The Barry Report, also known as the Final Report by the Principal’s Advisory Committee on Race Relations (PAC Report), resulted in the establishment of a Human Rights Office, but little else was done regarding the issues of discrimination raised in the report.

Welsh said the same problem is true for the Henry Report.

“The Henry Report made several recommendations. The report allows the University a degree of flexibility in how to implement the recommendations,” he said. “A lot of the recommendations were fairly general. They obviously require some thought and some planning. To my knowledge, only one recommendation from the Henry Report has been carried out.”

Welsh said this recommendation is the appointment of Barrington Walker to the position of diversity advisor working through the vice-principal (academic) office.

Walker deals with issues from an academic standpoint, he said.

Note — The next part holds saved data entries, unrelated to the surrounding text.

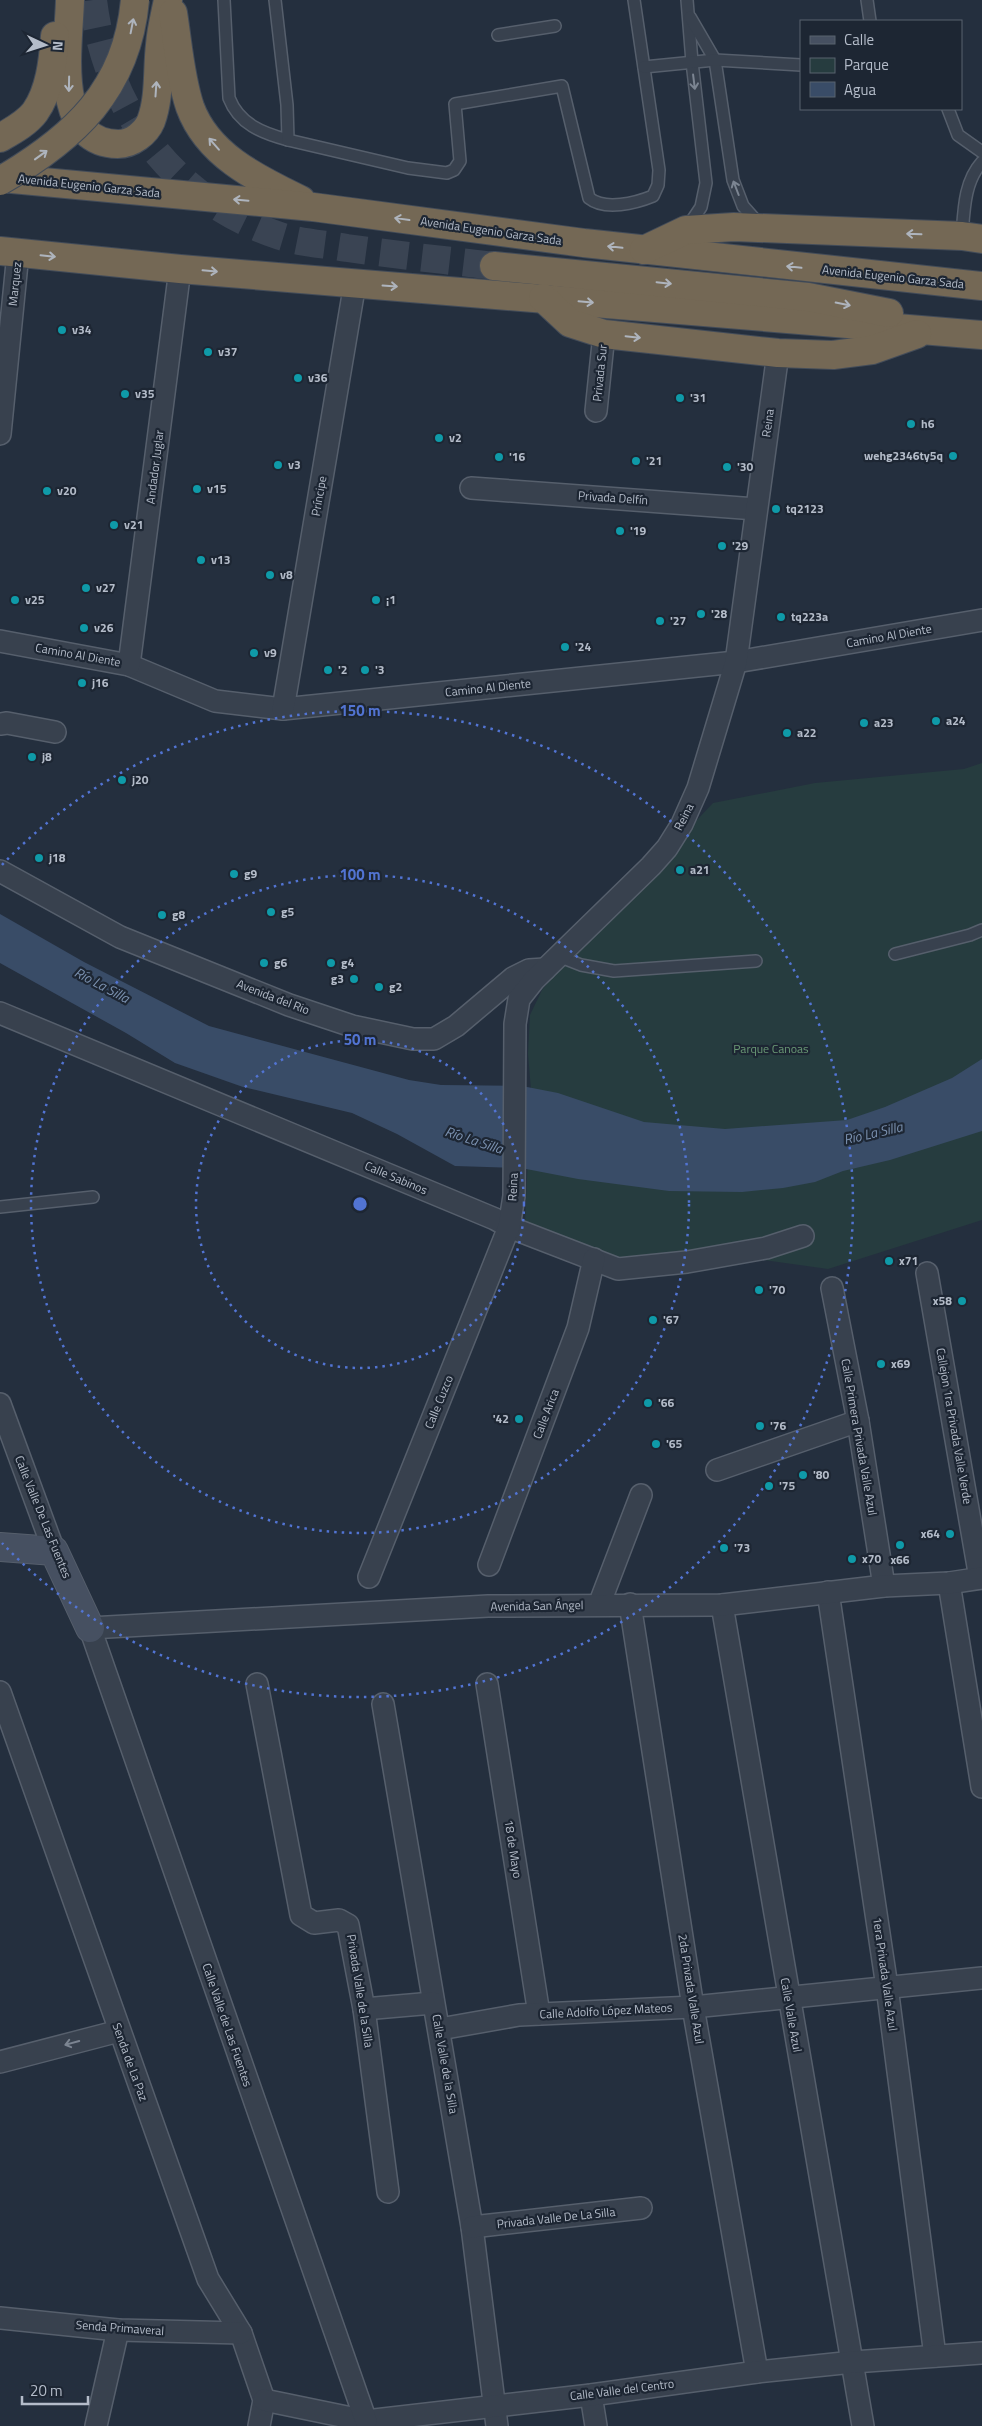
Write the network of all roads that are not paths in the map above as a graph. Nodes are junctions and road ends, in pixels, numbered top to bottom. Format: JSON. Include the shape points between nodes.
{"nodes":[{"id":1,"x":58,"y":0,"type":"edge"},
{"id":2,"x":70,"y":0,"type":"edge"},
{"id":3,"x":135,"y":0,"type":"edge"},
{"id":4,"x":169,"y":0,"type":"edge"},
{"id":5,"x":224,"y":0,"type":"edge"},
{"id":6,"x":275,"y":0,"type":"edge"},
{"id":7,"x":634,"y":0,"type":"edge"},
{"id":8,"x":687,"y":0,"type":"edge"},
{"id":9,"x":867,"y":0,"type":"edge"},
{"id":10,"x":689,"y":16,"type":"junction"},
{"id":11,"x":870,"y":20,"type":"edge"},
{"id":12,"x":555,"y":26,"type":"dead end"},
{"id":13,"x":498,"y":35,"type":"dead end"},
{"id":14,"x":715,"y":60,"type":"junction"},
{"id":15,"x":692,"y":62,"type":"junction"},
{"id":16,"x":800,"y":65,"type":"edge"},
{"id":17,"x":644,"y":67,"type":"junction"},
{"id":18,"x":948,"y":110,"type":"edge"},
{"id":19,"x":0,"y":138,"type":"edge"},
{"id":20,"x":288,"y":140,"type":"junction"},
{"id":21,"x":982,"y":152,"type":"edge"},
{"id":22,"x":982,"y":162,"type":"edge"},
{"id":23,"x":0,"y":178,"type":"edge"},
{"id":24,"x":0,"y":182,"type":"edge"},
{"id":25,"x":313,"y":207,"type":"junction"},
{"id":26,"x":762,"y":228,"type":"junction"},
{"id":27,"x":686,"y":230,"type":"junction"},
{"id":28,"x":972,"y":238,"type":"edge"},
{"id":29,"x":644,"y":250,"type":"junction"},
{"id":30,"x":9,"y":252,"type":"edge"},
{"id":31,"x":494,"y":266,"type":"tunnel mouth"},
{"id":32,"x":180,"y":269,"type":"junction"},
{"id":33,"x":355,"y":284,"type":"junction"},
{"id":34,"x":982,"y":286,"type":"edge"},
{"id":35,"x":543,"y":298,"type":"junction"},
{"id":36,"x":982,"y":330,"type":"edge"},
{"id":37,"x":926,"y":331,"type":"junction"},
{"id":38,"x":604,"y":334,"type":"junction"},
{"id":39,"x":982,"y":335,"type":"edge"},
{"id":40,"x":778,"y":353,"type":"junction"},
{"id":41,"x":596,"y":411,"type":"dead end"},
{"id":42,"x":0,"y":434,"type":"edge"},
{"id":43,"x":471,"y":488,"type":"dead end"},
{"id":44,"x":756,"y":509,"type":"junction"},
{"id":45,"x":982,"y":620,"type":"edge"},
{"id":46,"x":0,"y":641,"type":"edge"},
{"id":47,"x":736,"y":662,"type":"junction"},
{"id":48,"x":130,"y":665,"type":"junction"},
{"id":49,"x":283,"y":709,"type":"junction"},
{"id":50,"x":0,"y":724,"type":"edge"},
{"id":51,"x":56,"y":732,"type":"dead end"},
{"id":52,"x":0,"y":871,"type":"edge"},
{"id":53,"x":982,"y":930,"type":"edge"},
{"id":54,"x":895,"y":954,"type":"dead end"},
{"id":55,"x":756,"y":961,"type":"dead end"},
{"id":56,"x":552,"y":963,"type":"junction"},
{"id":57,"x":0,"y":1013,"type":"edge"},
{"id":58,"x":93,"y":1197,"type":"dead end"},
{"id":59,"x":0,"y":1207,"type":"edge"},
{"id":60,"x":509,"y":1227,"type":"junction"},
{"id":61,"x":803,"y":1236,"type":"dead end"},
{"id":62,"x":594,"y":1259,"type":"junction"},
{"id":63,"x":927,"y":1273,"type":"dead end"},
{"id":64,"x":832,"y":1288,"type":"dead end"},
{"id":65,"x":0,"y":1404,"type":"edge"},
{"id":66,"x":858,"y":1421,"type":"junction"},
{"id":67,"x":717,"y":1470,"type":"dead end"},
{"id":68,"x":641,"y":1495,"type":"dead end"},
{"id":69,"x":0,"y":1547,"type":"edge"},
{"id":70,"x":54,"y":1551,"type":"junction"},
{"id":71,"x":488,"y":1565,"type":"dead end"},
{"id":72,"x":369,"y":1577,"type":"dead end"},
{"id":73,"x":981,"y":1578,"type":"edge"},
{"id":74,"x":950,"y":1583,"type":"junction"},
{"id":75,"x":884,"y":1586,"type":"junction"},
{"id":76,"x":828,"y":1592,"type":"junction"},
{"id":77,"x":630,"y":1604,"type":"junction"},
{"id":78,"x":599,"y":1605,"type":"junction"},
{"id":79,"x":722,"y":1605,"type":"junction"},
{"id":80,"x":90,"y":1628,"type":"junction"},
{"id":81,"x":257,"y":1684,"type":"dead end"},
{"id":82,"x":487,"y":1684,"type":"dead end"},
{"id":83,"x":0,"y":1692,"type":"edge"},
{"id":84,"x":383,"y":1704,"type":"dead end"},
{"id":85,"x":982,"y":1787,"type":"edge"},
{"id":86,"x":982,"y":1978,"type":"edge"},
{"id":87,"x":887,"y":1986,"type":"junction"},
{"id":88,"x":788,"y":1998,"type":"junction"},
{"id":89,"x":434,"y":2003,"type":"junction"},
{"id":90,"x":694,"y":2007,"type":"junction"},
{"id":91,"x":364,"y":2008,"type":"junction"},
{"id":92,"x":538,"y":2014,"type":"junction"},
{"id":93,"x":440,"y":2029,"type":"junction"},
{"id":94,"x":119,"y":2031,"type":"junction"},
{"id":95,"x":0,"y":2062,"type":"edge"},
{"id":96,"x":388,"y":2192,"type":"dead end"},
{"id":97,"x":641,"y":2208,"type":"dead end"},
{"id":98,"x":472,"y":2227,"type":"junction"},
{"id":99,"x":0,"y":2318,"type":"edge"},
{"id":100,"x":118,"y":2330,"type":"junction"},
{"id":101,"x":241,"y":2333,"type":"junction"},
{"id":102,"x":982,"y":2353,"type":"edge"},
{"id":103,"x":935,"y":2356,"type":"junction"},
{"id":104,"x":853,"y":2362,"type":"junction"},
{"id":105,"x":757,"y":2372,"type":"junction"},
{"id":106,"x":591,"y":2395,"type":"junction"},
{"id":107,"x":264,"y":2400,"type":"junction"},
{"id":108,"x":495,"y":2416,"type":"edge"},
{"id":109,"x":366,"y":2421,"type":"junction"},
{"id":110,"x":96,"y":2426,"type":"edge"},
{"id":111,"x":259,"y":2426,"type":"edge"},
{"id":112,"x":596,"y":2426,"type":"edge"},
{"id":113,"x":863,"y":2426,"type":"edge"}],
"edges":[{"from":1,"to":19,"type":"highway","via":[[53,54],[42,97],[34,112],[20,126]]},
{"from":2,"to":4,"type":"highway","one_way":true,"via":[[68,92],[74,116],[86,133],[115,144],[134,139],[150,122]]},
{"from":24,"to":3,"type":"highway","one_way":true,"bridge":true,"via":[[75,128],[104,92],[127,48]]},
{"from":25,"to":4,"type":"highway","one_way":true,"via":[[243,170],[225,156],[198,123],[186,93]]},
{"from":5,"to":20,"type":"lane","via":[[229,98],[233,109],[241,119],[264,134]]},
{"from":6,"to":20,"type":"lane"},
{"from":7,"to":17,"type":"lane"},
{"from":8,"to":10,"type":"lane"},
{"from":9,"to":11,"type":"lane"},
{"from":10,"to":14,"type":"lane"},
{"from":10,"to":15,"type":"lane"},
{"from":12,"to":13,"type":"lane"},
{"from":14,"to":15,"type":"lane"},
{"from":14,"to":16,"type":"lane"},
{"from":26,"to":14,"type":"lane","one_way":true,"via":[[743,206],[733,180]]},
{"from":15,"to":17,"type":"lane"},
{"from":15,"to":27,"type":"lane","one_way":true,"via":[[706,183],[701,207]]},
{"from":17,"to":20,"type":"lane","via":[[659,170],[653,196],[641,201],[608,204],[595,203],[589,198],[562,86],[455,104],[460,161],[454,170],[447,173],[408,168]]},
{"from":18,"to":21,"type":"lane","via":[[958,135]]},
{"from":22,"to":28,"type":"lane","via":[[973,172],[965,201]]},
{"from":25,"to":23,"type":"highway","name":"Avenida Eugenio Garza Sada","one_way":true},
{"from":29,"to":25,"type":"highway","name":"Avenida Eugenio Garza Sada","one_way":true},
{"from":26,"to":27,"type":"highway"},
{"from":28,"to":26,"type":"highway","one_way":true},
{"from":27,"to":29,"type":"highway"},
{"from":34,"to":29,"type":"highway","name":"Avenida Eugenio Garza Sada","one_way":true},
{"from":30,"to":32,"type":"highway","one_way":true},
{"from":30,"to":42,"type":"street","name":"Marquez"},
{"from":31,"to":36,"type":"highway","one_way":true,"via":[[808,297]]},
{"from":32,"to":33,"type":"highway","one_way":true},
{"from":32,"to":48,"type":"street","name":"Andador Juglar"},
{"from":33,"to":35,"type":"highway","one_way":true},
{"from":33,"to":49,"type":"street","name":"Príncipe"},
{"from":35,"to":37,"type":"highway","one_way":true},
{"from":35,"to":38,"type":"highway","via":[[570,323]]},
{"from":37,"to":39,"type":"highway"},
{"from":37,"to":40,"type":"highway","via":[[872,350],[833,355]]},
{"from":38,"to":40,"type":"highway","one_way":true},
{"from":38,"to":41,"type":"street","name":"Privada Sur"},
{"from":40,"to":44,"type":"street","name":"Reina"},
{"from":43,"to":44,"type":"street","name":"Privada Delfín"},
{"from":44,"to":47,"type":"street","name":"Reina"},
{"from":45,"to":47,"type":"street","name":"Camino Al Diente"},
{"from":46,"to":48,"type":"street","name":"Camino Al Diente"},
{"from":47,"to":49,"type":"street","name":"Camino Al Diente"},
{"from":47,"to":56,"type":"street","name":"Reina","via":[[698,788],[682,824],[651,866]]},
{"from":48,"to":49,"type":"street","name":"Camino Al Diente","via":[[215,701]]},
{"from":50,"to":51,"type":"street"},
{"from":52,"to":56,"type":"street","name":"Avenida del Rio","via":[[128,940],[289,1005],[352,1026],[413,1039],[434,1039],[456,1026],[513,978]]},
{"from":53,"to":54,"type":"lane"},
{"from":55,"to":56,"type":"lane","via":[[614,971]]},
{"from":56,"to":60,"type":"street","name":"Reina","via":[[519,999],[515,1024],[514,1196]]},
{"from":57,"to":60,"type":"street","name":"Calle Sabinos"},
{"from":58,"to":59,"type":"lane"},
{"from":60,"to":62,"type":"street","name":"Calle Sabinos"},
{"from":60,"to":72,"type":"street","name":"Calle Cuzco"},
{"from":61,"to":62,"type":"street","name":"Calle Sabinos","via":[[766,1248],[677,1263],[618,1269]]},
{"from":62,"to":71,"type":"street","name":"Calle Arica","via":[[578,1328]]},
{"from":63,"to":73,"type":"street","name":"Callejon 1ra Privada Valle Verde"},
{"from":64,"to":66,"type":"street","name":"Calle Primera Privada Valle Azul"},
{"from":65,"to":70,"type":"street","name":"Calle Valle De Las Fuentes"},
{"from":66,"to":67,"type":"street"},
{"from":66,"to":75,"type":"street","name":"Calle Primera Privada Valle Azul"},
{"from":68,"to":78,"type":"street"},
{"from":69,"to":70,"type":"street"},
{"from":70,"to":80,"type":"street","name":"Calle Valle De Las Fuentes"},
{"from":73,"to":74,"type":"street","name":"Avenida San Ángel"},
{"from":74,"to":75,"type":"street","name":"Avenida San Ángel"},
{"from":74,"to":85,"type":"street"},
{"from":75,"to":76,"type":"street","name":"Avenida San Ángel"},
{"from":76,"to":79,"type":"street","name":"Avenida San Ángel"},
{"from":76,"to":87,"type":"street","name":"1era Privada Valle Azul"},
{"from":77,"to":78,"type":"street","name":"Avenida San Ángel"},
{"from":77,"to":79,"type":"street","name":"Avenida San Ángel"},
{"from":77,"to":90,"type":"street","name":"2da Privada Valle Azul"},
{"from":78,"to":80,"type":"street","name":"Avenida San Ángel","via":[[430,1609]]},
{"from":79,"to":88,"type":"street","name":"Calle Valle Azul"},
{"from":80,"to":109,"type":"street","name":"Calle Valle de Las Fuentes"},
{"from":81,"to":91,"type":"street","name":"Privada Valle de la Silla","via":[[301,1916],[314,1923],[339,1920],[348,1925]]},
{"from":82,"to":92,"type":"street","name":"18 de Mayo"},
{"from":83,"to":94,"type":"street","name":"Senda de La Paz"},
{"from":84,"to":89,"type":"street","name":"Calle Valle de la Silla"},
{"from":86,"to":87,"type":"street","name":"Calle Adolfo López Mateos"},
{"from":87,"to":88,"type":"street","name":"Calle Adolfo López Mateos"},
{"from":87,"to":103,"type":"street","name":"1era Privada Valle Azul"},
{"from":88,"to":90,"type":"street","name":"Calle Adolfo López Mateos"},
{"from":88,"to":104,"type":"street","name":"Calle Valle Azul"},
{"from":89,"to":91,"type":"street"},
{"from":89,"to":93,"type":"street","name":"Calle Valle de la Silla"},
{"from":90,"to":92,"type":"street","name":"Calle Adolfo López Mateos"},
{"from":90,"to":105,"type":"street","name":"2da Privada Valle Azul"},
{"from":91,"to":96,"type":"street","name":"Privada Valle de la Silla"},
{"from":92,"to":93,"type":"street","name":"Calle Adolfo López Mateos"},
{"from":93,"to":98,"type":"street","name":"Calle Valle de la Silla"},
{"from":94,"to":95,"type":"street","one_way":true},
{"from":94,"to":101,"type":"street","name":"Senda de La Paz","via":[[208,2279]]},
{"from":97,"to":98,"type":"street","name":"Privada Valle De La Silla"},
{"from":98,"to":108,"type":"street","name":"Calle Valle de la Silla"},
{"from":99,"to":100,"type":"street","name":"Senda Primaveral"},
{"from":100,"to":101,"type":"street","name":"Senda Primaveral"},
{"from":100,"to":110,"type":"street"},
{"from":101,"to":107,"type":"street","name":"Senda de La Paz"},
{"from":102,"to":103,"type":"street","name":"Calle Valle del Centro"},
{"from":103,"to":104,"type":"street","name":"Calle Valle del Centro"},
{"from":104,"to":105,"type":"street","name":"Calle Valle del Centro"},
{"from":104,"to":113,"type":"street","name":"Calle Valle Azul"},
{"from":105,"to":106,"type":"street","name":"Calle Valle del Centro"},
{"from":106,"to":108,"type":"street","name":"Calle Valle del Centro"},
{"from":106,"to":112,"type":"street"},
{"from":107,"to":109,"type":"street","name":"Calle Valle del Centro"},
{"from":107,"to":111,"type":"street","name":"Senda de La Paz"},
{"from":108,"to":109,"type":"street","name":"Calle Valle del Centro"}]}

“[The appointment] is a great initiative. I’m glad the position was formed,” Welsh said. Barrington Walker’s mandate is much narrower than was outlined in the report. It’s an advisory position.”

Welsh said SEEC issued an official response to the Henry Report.

Recommendations outlined in SEEC’s response included the five major categories of leadership, education, recruitment/hiring/retention, rewards systems and strengthening institutional culture.

“The Henry Report was publically released two and a half years ago to SEEC. Not long after, SEEC came back with an official response to the report echoing its suggestions,” he said. “SEEC as a committee accepted the recommendations from the report.”